Celebrating TensorFlow’s First Year
Originally posted on Google
Research Blog
Posted by Zak Stone, Product Manager for TensorFlow, on
behalf of the TensorFlow team
It has been an eventful year since the
Google Brain
Team open-sourced
TensorFlow to accelerate machine learning research and
make
technology work better for everyone. There has been an amazing amount of activity
around the project: more than 480 people have contributed directly to
TensorFlow, including Googlers, external
researchers, independent programmers, students, and senior developers at other large
companies. TensorFlow is now
the most
popular machine learning project on GitHub.
With more than 10,000 commits in just twelve months, we’ve made
numerous performance
improvements,
added
support for distributed training,
brought TensorFlow to
iOS and
Raspberry
Pi, and integrated TensorFlow with widely-used
big data infrastructure. We’ve
also made TensorFlow accessible from
Go,
Rust and
Haskell,
released
state-of-the-art image classification models, and answered thousands of questions on
GitHub,
StackOverflow and
the
TensorFlow mailing
list along the way.
At Google, TensorFlow supports everything from large-scale product features to exploratory
research. We recently launched
major
improvements to Google Translate using TensorFlow (and
Tensor
Processing Units, which are special hardware accelerators for TensorFlow).
Project Magenta is
working on new reinforcement learning-based models that can
produce
melodies, and a visiting PhD student recently worked with the Google Brain team to
build a TensorFlow model that can
automatically
interpolate between artistic styles.
DeepMind has also
decided to
use TensorFlow to power all of their research – for example, they recently produced
fascinating
generative models of speech and music based on raw audio.
We’re especially excited to see how people all over the world are using TensorFlow. For
example:
- Australian marine biologists are using TensorFlow to find
sea cows in tens of thousands of hi-res photos to better understand their
populations, which are under threat of extinction.
- An enterprising Japanese cucumber farmer trained a model with TensorFlow to sort
cucumbers by size, shape, and other characteristics.

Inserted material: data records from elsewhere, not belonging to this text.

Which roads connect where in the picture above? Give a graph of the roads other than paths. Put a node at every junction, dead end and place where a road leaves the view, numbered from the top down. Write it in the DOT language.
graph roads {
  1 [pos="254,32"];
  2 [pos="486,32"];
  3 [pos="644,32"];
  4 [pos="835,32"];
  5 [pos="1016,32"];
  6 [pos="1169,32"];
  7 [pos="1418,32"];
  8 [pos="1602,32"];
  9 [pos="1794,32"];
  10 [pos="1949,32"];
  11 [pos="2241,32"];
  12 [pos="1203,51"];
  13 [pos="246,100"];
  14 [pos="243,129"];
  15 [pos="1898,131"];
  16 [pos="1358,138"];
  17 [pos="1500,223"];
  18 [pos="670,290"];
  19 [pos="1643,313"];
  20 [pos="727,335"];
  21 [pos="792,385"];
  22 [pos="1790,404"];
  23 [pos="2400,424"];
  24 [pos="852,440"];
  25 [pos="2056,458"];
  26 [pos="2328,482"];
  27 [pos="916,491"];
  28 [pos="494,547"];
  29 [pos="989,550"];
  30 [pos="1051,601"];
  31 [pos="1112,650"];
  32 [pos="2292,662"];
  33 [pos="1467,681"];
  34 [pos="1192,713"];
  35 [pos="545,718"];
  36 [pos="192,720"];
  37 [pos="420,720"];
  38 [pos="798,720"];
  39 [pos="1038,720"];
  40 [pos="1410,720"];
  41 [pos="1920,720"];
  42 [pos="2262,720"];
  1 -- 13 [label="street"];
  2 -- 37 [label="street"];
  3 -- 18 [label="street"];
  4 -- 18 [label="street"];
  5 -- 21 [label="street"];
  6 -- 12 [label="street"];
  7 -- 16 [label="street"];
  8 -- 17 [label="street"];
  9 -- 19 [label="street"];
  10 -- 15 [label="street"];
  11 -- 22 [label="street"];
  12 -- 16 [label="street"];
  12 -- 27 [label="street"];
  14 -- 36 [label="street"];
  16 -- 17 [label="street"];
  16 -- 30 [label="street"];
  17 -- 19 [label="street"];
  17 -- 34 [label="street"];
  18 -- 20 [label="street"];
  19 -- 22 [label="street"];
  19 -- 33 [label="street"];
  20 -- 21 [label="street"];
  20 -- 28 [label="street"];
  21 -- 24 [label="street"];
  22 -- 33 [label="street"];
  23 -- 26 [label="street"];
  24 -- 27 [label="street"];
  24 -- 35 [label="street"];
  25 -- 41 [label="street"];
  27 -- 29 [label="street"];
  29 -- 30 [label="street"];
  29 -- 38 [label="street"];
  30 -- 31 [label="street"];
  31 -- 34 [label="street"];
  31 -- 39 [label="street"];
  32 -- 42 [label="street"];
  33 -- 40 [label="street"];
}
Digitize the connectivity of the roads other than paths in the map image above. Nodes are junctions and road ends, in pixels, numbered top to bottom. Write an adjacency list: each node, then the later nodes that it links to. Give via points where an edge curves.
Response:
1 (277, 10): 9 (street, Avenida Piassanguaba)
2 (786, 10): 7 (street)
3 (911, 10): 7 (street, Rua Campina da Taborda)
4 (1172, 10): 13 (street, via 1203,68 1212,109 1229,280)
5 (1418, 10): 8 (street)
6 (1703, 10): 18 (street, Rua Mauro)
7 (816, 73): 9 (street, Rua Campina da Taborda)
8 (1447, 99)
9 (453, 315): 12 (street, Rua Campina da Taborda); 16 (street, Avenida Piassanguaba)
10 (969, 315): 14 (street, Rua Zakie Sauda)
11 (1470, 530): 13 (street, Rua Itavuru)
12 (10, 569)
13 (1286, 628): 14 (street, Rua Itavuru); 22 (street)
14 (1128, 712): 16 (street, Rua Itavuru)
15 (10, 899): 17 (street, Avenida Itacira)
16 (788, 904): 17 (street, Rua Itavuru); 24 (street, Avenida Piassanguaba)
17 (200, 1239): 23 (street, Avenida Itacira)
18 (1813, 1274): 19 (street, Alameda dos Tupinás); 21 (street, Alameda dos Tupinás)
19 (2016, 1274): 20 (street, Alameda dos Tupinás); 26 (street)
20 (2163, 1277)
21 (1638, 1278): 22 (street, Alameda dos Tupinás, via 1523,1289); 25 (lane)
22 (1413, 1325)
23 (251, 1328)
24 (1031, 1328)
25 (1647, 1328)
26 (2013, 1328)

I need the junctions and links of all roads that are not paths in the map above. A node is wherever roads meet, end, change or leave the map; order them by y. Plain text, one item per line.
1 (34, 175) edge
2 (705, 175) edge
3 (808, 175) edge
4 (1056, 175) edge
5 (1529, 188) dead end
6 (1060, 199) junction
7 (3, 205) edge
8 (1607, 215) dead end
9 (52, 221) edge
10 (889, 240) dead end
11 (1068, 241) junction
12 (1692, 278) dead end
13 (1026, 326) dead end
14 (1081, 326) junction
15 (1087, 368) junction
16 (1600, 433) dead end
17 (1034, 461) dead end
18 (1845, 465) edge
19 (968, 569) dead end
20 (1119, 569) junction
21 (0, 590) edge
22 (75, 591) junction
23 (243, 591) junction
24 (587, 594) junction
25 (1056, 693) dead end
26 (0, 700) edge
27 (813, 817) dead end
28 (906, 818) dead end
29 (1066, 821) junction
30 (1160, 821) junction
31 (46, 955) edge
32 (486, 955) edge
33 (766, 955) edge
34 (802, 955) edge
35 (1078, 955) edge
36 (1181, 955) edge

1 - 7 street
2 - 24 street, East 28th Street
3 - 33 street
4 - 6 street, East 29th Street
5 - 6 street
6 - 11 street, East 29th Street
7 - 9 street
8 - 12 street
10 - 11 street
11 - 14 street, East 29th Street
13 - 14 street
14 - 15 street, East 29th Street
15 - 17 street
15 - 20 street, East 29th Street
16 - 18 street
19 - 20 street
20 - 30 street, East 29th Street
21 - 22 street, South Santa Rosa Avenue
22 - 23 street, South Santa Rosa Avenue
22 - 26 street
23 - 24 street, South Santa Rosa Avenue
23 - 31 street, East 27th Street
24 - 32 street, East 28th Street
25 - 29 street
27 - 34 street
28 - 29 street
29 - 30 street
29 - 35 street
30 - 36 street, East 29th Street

- Radiologists have adapted TensorFlow to identify signs of Parkinson’s disease
in medical scans.
- Data scientists in the Bay Area have rigged up TensorFlow and the Raspberry Pi to
keep track of the
Caltrain.
We’re committed to making sure TensorFlow scales all the way from research to production and
from the tiniest Raspberry Pi all the way up to server farms filled with GPUs or TPUs. But
TensorFlow is more than a single open-source project – we’re doing our best to foster an
open-source ecosystem of related software and machine learning models around it:
- The TensorFlow
Serving project simplifies the process of serving TensorFlow models in
production.
- TensorFlow “Wide
and Deep” models combine the strengths of traditional linear models and modern deep
neural networks.
- For those who are interested in working with TensorFlow in the cloud, Google Cloud Platform recently launched Cloud Machine Learning, which offers
TensorFlow as a managed service.
Furthermore,
TensorFlow’s repository of
models continues to grow with contributions from the community, with
more than 3000 TensorFlow-related
repositories listed on GitHub alone! To participate in the TensorFlow community, you
can follow our new Twitter account (
@tensorflow),
find us on GitHub,
ask and answer questions on
StackOverflow, and join the
community
discussion list.
Thanks very much to all of you who have already adopted TensorFlow in your cutting-edge
products, your ambitious research, your fast-growing startups, and your school projects;
special thanks to everyone who has
contributed directly to the
codebase. In collaboration with the global machine learning community, we look forward to
making TensorFlow even better in the years to come!